Lorsque la loi écoute, fait avec, se construit avec le consentement de ceux à qui elle s’applique, elle devient une force de mobilisation ; elle n’est plus seulement une force de contrainte. Le travail accompli depuis plusieurs mois sur la question de l’adaptation des objectifs ZAN, à la faveur de cette proposition de loi, en est, je crois, une illustration concrète.

Les maires, dont la charge devient un peu plus lourde chaque jour, face à la baisse de leurs moyens, au recul croissant des services publics et aux difficultés inhérentes à l’exercice de leurs missions, n’ont plus voulu retenir leur colère lorsque la question de l’artificialisation s’est surajoutée à d’autres charges et contraintes. Enjeu essentiel, la réduction de l’artificialisation est le principal moteur de l’érosion de la biodiversité. Cependant, si tous les maires avaient et ont conscience de cet impératif, et ont, pour beaucoup, agi depuis des décennies pour réduire l’empreinte du développement humain, ils ont dit « trop, c’est trop » à propos de la législation antérieure sur le ZAN.

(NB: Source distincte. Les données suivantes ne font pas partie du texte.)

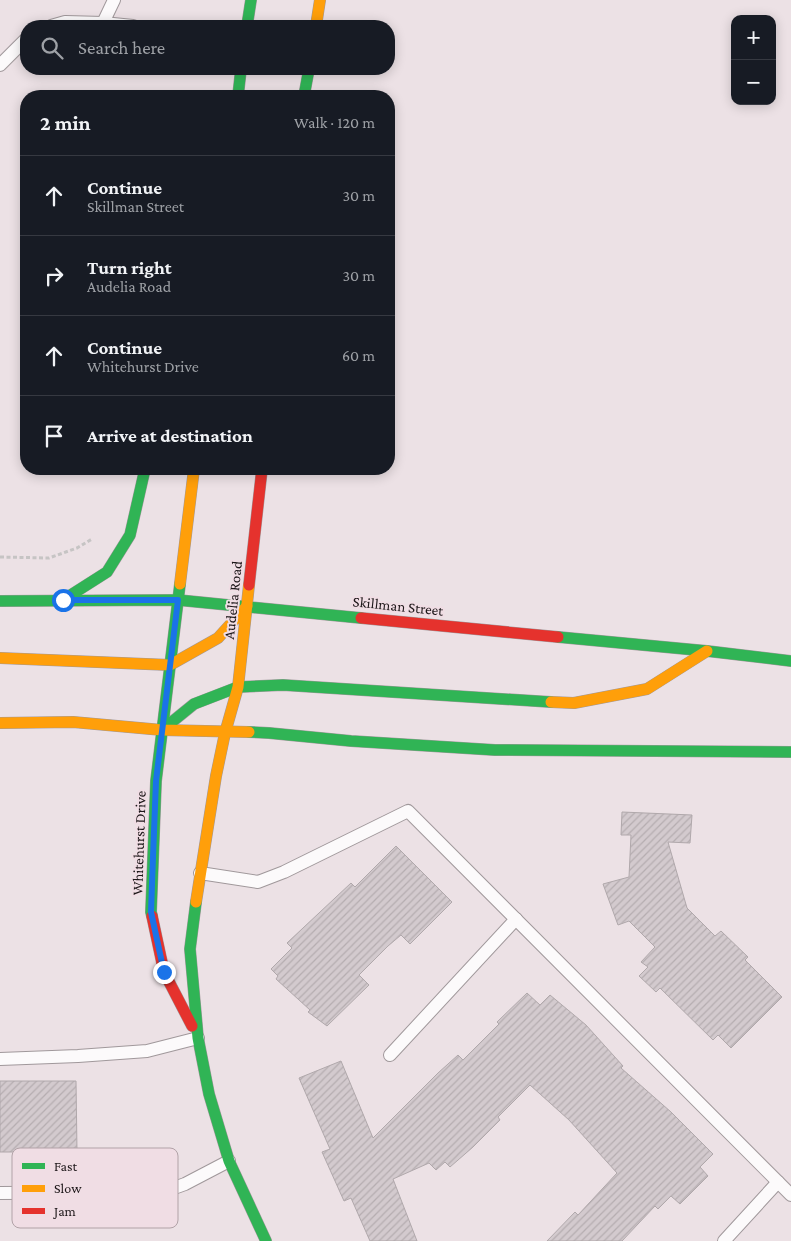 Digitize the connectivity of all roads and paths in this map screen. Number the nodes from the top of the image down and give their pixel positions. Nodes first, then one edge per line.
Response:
1 (114, 0) edge
2 (252, 0) edge
3 (320, 0) edge
4 (104, 20) edge
5 (248, 20) edge
6 (317, 20) edge
7 (20, 44) edge
8 (1, 61) edge
9 (240, 75) edge
10 (308, 75) edge
11 (239, 90) edge
12 (305, 90) edge
13 (144, 475) edge
14 (193, 475) edge
15 (261, 475) edge
16 (93, 538) dead end
17 (0, 557) edge
18 (63, 600) junction
19 (178, 600) junction
20 (0, 602) edge
21 (247, 606) junction
22 (707, 652) junction
23 (0, 658) edge
24 (791, 661) edge
25 (170, 665) junction
26 (238, 688) junction
27 (0, 723) edge
28 (162, 730) junction
29 (225, 733) junction
30 (791, 752) edge
31 (200, 873) junction
32 (516, 919) junction
33 (198, 1038) junction
34 (390, 1055) dead end
35 (0, 1059) edge
36 (229, 1160) junction
37 (778, 1182) junction
38 (178, 1187) edge
39 (791, 1195) edge
40 (266, 1241) edge
41 (724, 1241) edge

1 - 4 lane
2 - 5 main road
3 - 6 main road
7 - 8 lane
9 - 11 main road
10 - 12 main road
13 - 18 main road
14 - 19 main road
15 - 21 main road, Audelia Road
16 - 17 path
18 - 19 main road, Skillman Street
18 - 20 main road, Skillman Street
19 - 21 main road, Skillman Street
19 - 25 main road
21 - 22 main road, Skillman Street
21 - 25 main road
21 - 26 main road, Audelia Road
22 - 24 main road, Skillman Street
22 - 26 main road
23 - 25 main road
25 - 28 main road
26 - 28 main road
26 - 29 main road, Audelia Road
27 - 28 main road
28 - 29 main road
28 - 33 main road, Whitehurst Drive
29 - 30 main road
29 - 31 main road, Whitehurst Drive
31 - 32 lane
31 - 33 main road, Whitehurst Drive
32 - 34 lane
32 - 37 lane
33 - 35 lane
33 - 36 main road, Whitehurst Drive
36 - 38 lane
36 - 40 main road, Whitehurst Drive
37 - 39 lane
37 - 41 lane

Pourquoi ? La raison n’est pas qu’ils ne croiraient pas à la protection de la biodiversité. Elle est bien plus pratique : ils ont été pris dans une loi dogmatique pour laquelle on n’a pas assez fait de travail d’accompagnement ; ils ont été en butte à des décrets d’application opaques, rédigés à la va-vite et sans aucune concertation. Bref, ils ont été traités comme des exécutants serviles, écrasés par la main droite de l’État, alors que sa main gauche ne desserre pas l’étau en matière d’égalité et d’aménagement du territoire. Or, pour les projets en faveur du climat et de la biodiversité, on ne peut pas faire sans les maires ni les élus locaux. Je suis d’ailleurs convaincu qu’il est en ainsi dans un très grand nombre de domaines.

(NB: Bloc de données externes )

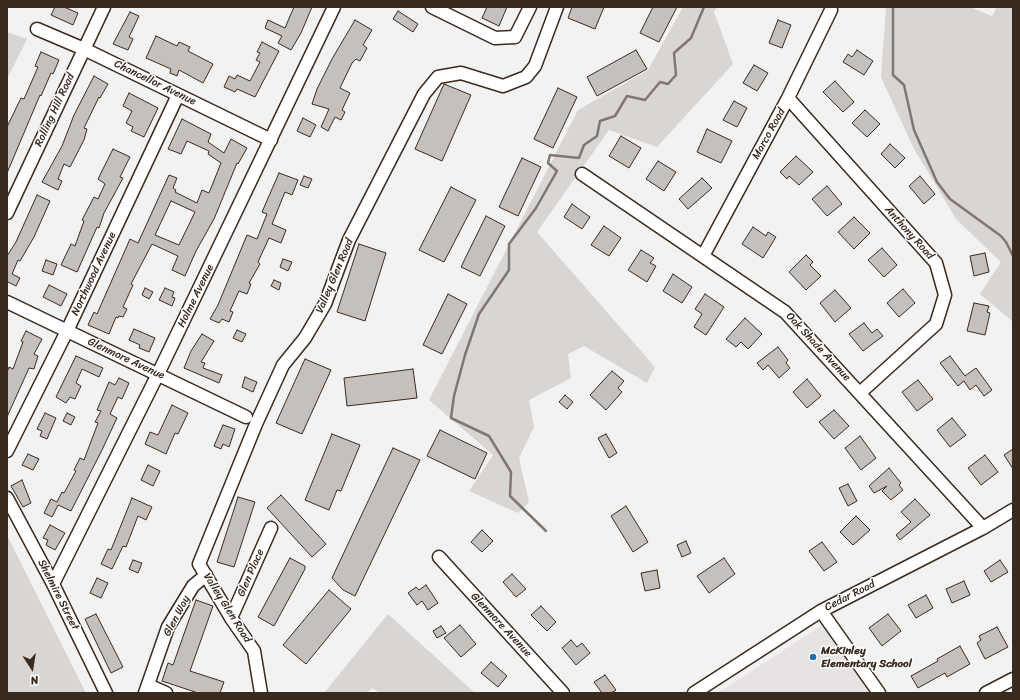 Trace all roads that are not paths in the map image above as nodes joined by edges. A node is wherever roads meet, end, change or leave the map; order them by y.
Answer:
1 (104, 7) edge
2 (334, 7) edge
3 (432, 7) edge
4 (530, 7) edge
5 (557, 7) edge
6 (831, 10) dead end
7 (37, 29) dead end
8 (84, 49) junction
9 (178, 95) junction
10 (788, 98) junction
11 (271, 140) junction
12 (582, 174) dead end
13 (7, 213) edge
14 (703, 256) junction
15 (7, 302) edge
16 (67, 331) junction
17 (158, 374) junction
18 (861, 392) junction
19 (246, 417) dead end
20 (7, 451) edge
21 (7, 498) edge
22 (1013, 510) edge
23 (270, 528) dead end
24 (983, 528) junction
25 (439, 557) dead end
26 (206, 575) junction
27 (53, 584) junction
28 (821, 611) junction
29 (231, 618) junction
30 (1013, 679) edge
31 (146, 689) edge
32 (106, 693) edge
33 (166, 693) edge
34 (261, 693) edge
35 (563, 693) edge
36 (694, 693) edge
37 (879, 693) edge
38 (986, 693) edge

1 - 8 street, Rolling Hill Road
2 - 11 street, Holme Avenue
3 - 4 street
5 - 26 street, Valley Glen Road
6 - 10 street, Marco Road
7 - 8 street, Chancellor Avenue
8 - 9 street, Chancellor Avenue
8 - 13 street, Rolling Hill Road
9 - 11 street, Chancellor Avenue
9 - 16 street, Northwood Avenue
10 - 14 street, Marco Road
10 - 18 street, Anthony Road
11 - 17 street, Holme Avenue
12 - 14 street, Oak Shade Avenue
14 - 18 street, Oak Shade Avenue
15 - 16 street, Glenmore Avenue
16 - 17 street, Glenmore Avenue
16 - 20 street, Northwood Avenue
17 - 19 street, Glenmore Avenue
17 - 27 street, Holme Avenue
18 - 24 street, Oak Shade Avenue
21 - 27 street, Shelmire Street
22 - 24 street, Cedar Road
23 - 29 street, Glen Place
24 - 28 street, Cedar Road
25 - 35 street, Glenmore Avenue
26 - 29 street, Valley Glen Road
26 - 31 street, Glen Way
27 - 32 street, Shelmire Street
28 - 36 street, Cedar Road
28 - 37 street
29 - 34 street, Valley Glen Road
30 - 38 street
31 - 33 street, Glen Way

C’est à cette colère que la présente proposition de loi tente de répondre. Par un travail intelligent et pragmatique de collaboration – je tiens à saluer l’action du rapporteur –, nous sommes parvenus, je crois, à un texte équilibré, qui redonnera aux maires des capacités d’agir.

D’abord, la proposition de loi consacre le droit au projet des maires et, partant, réaffirme leur souveraineté en matière d’aménagement. La garantie rurale est ainsi, pour des milliers de petites communes, la promesse réelle de pouvoir continuer à vivre et à se développer. Au demeurant, son extension, décidée par la CMP, n’était pas nécessaire.

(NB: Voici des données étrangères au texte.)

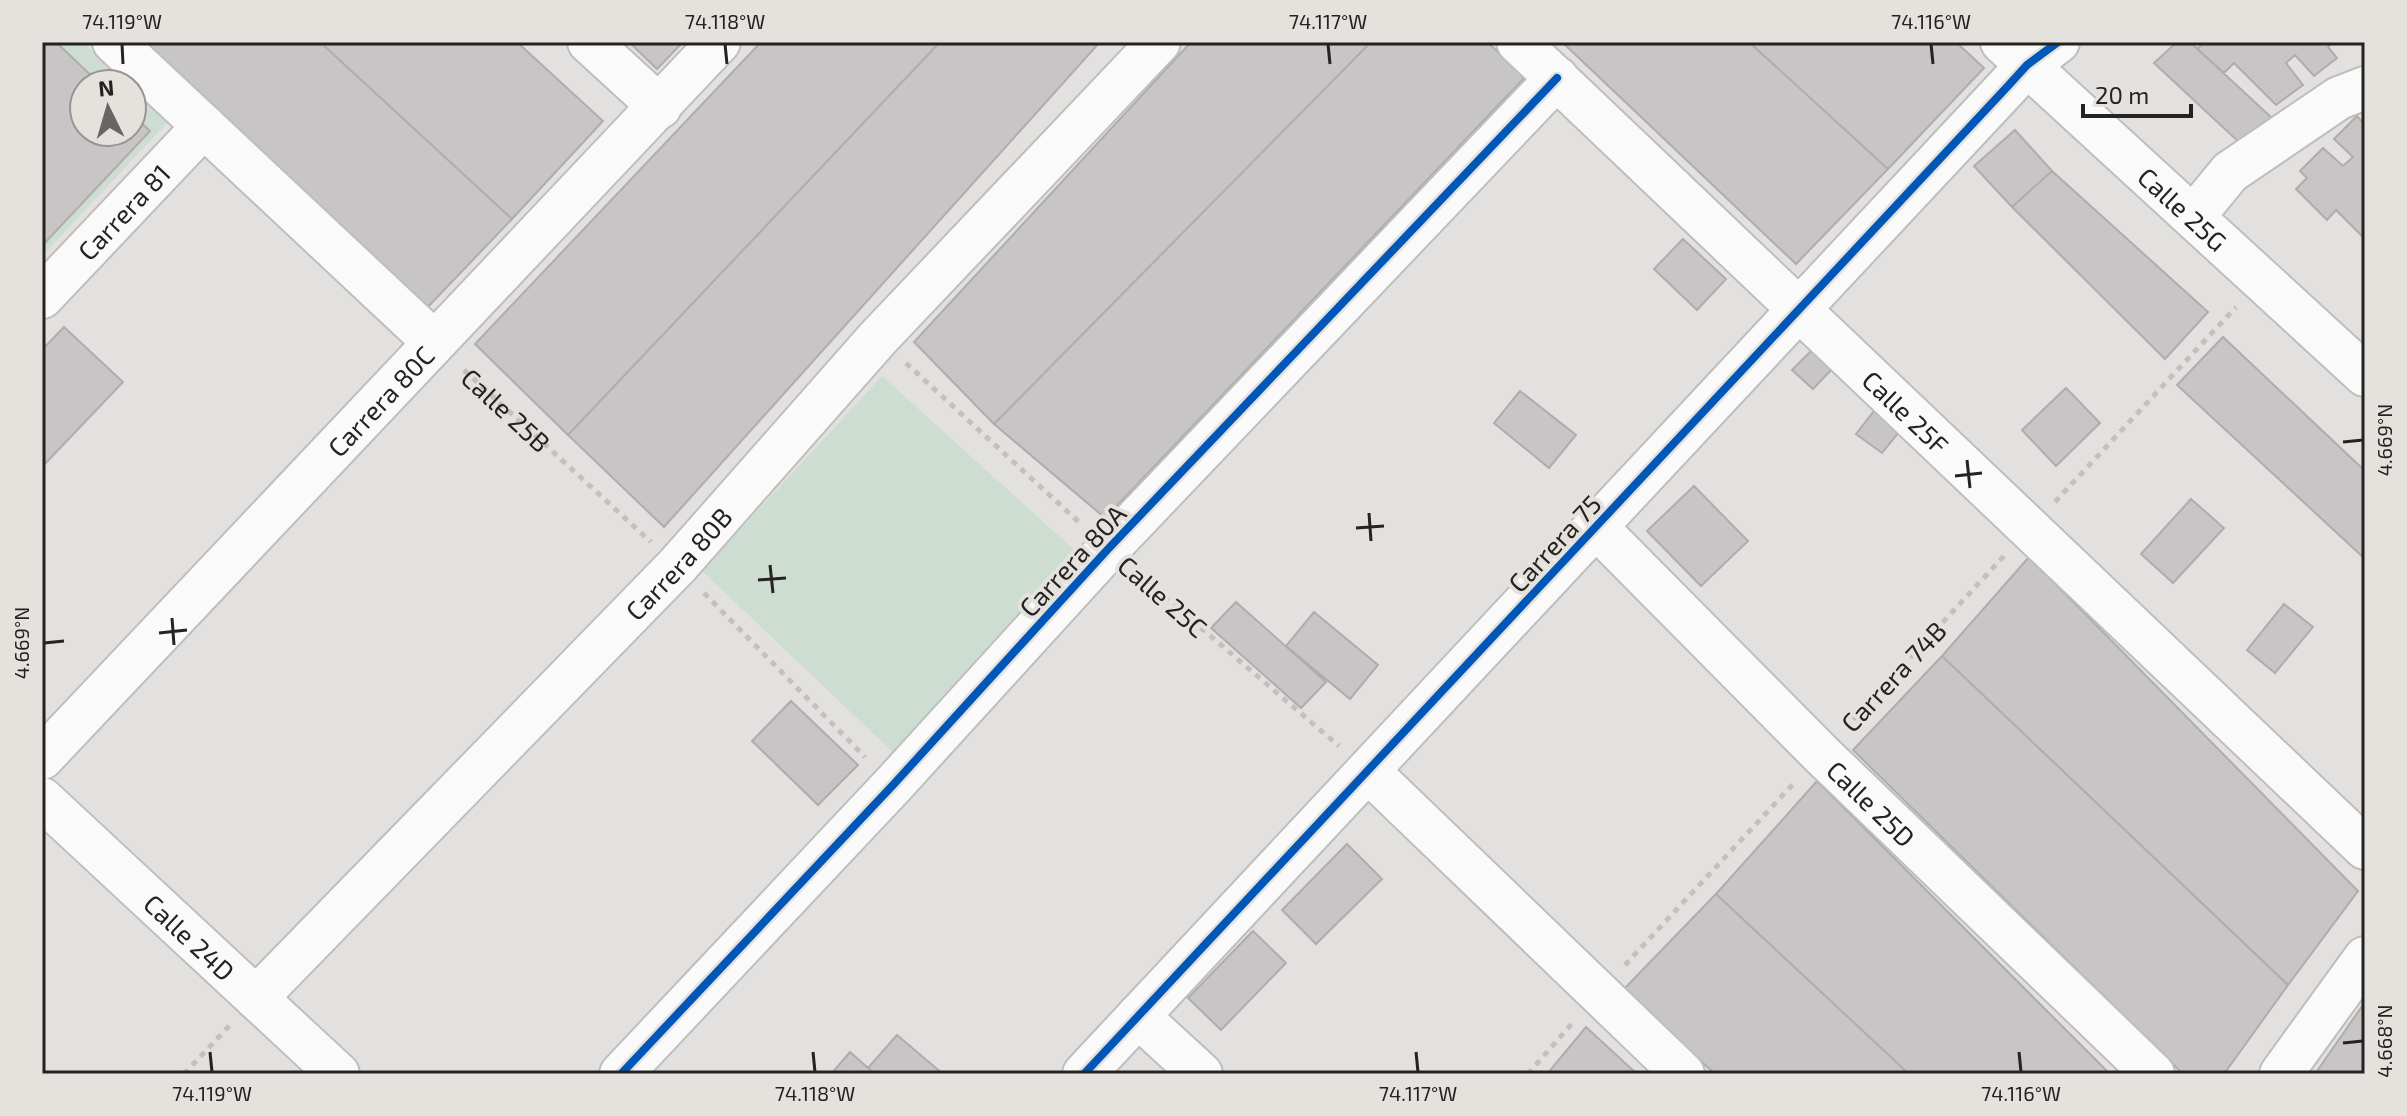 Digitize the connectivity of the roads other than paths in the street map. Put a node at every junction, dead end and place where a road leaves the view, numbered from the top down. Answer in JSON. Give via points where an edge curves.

Ensuite, le texte confirme que les territoires auront davantage de temps pour s’adapter aux nouveaux objectifs et, surtout, disposeront de nouvelles instances pour discuter conjointement de ces enjeux. Même si sa composition a été un peu rabotée par la CMP, la commission régionale sera un nouvel organe utile aux territoires pour s’approprier lesdits enjeux.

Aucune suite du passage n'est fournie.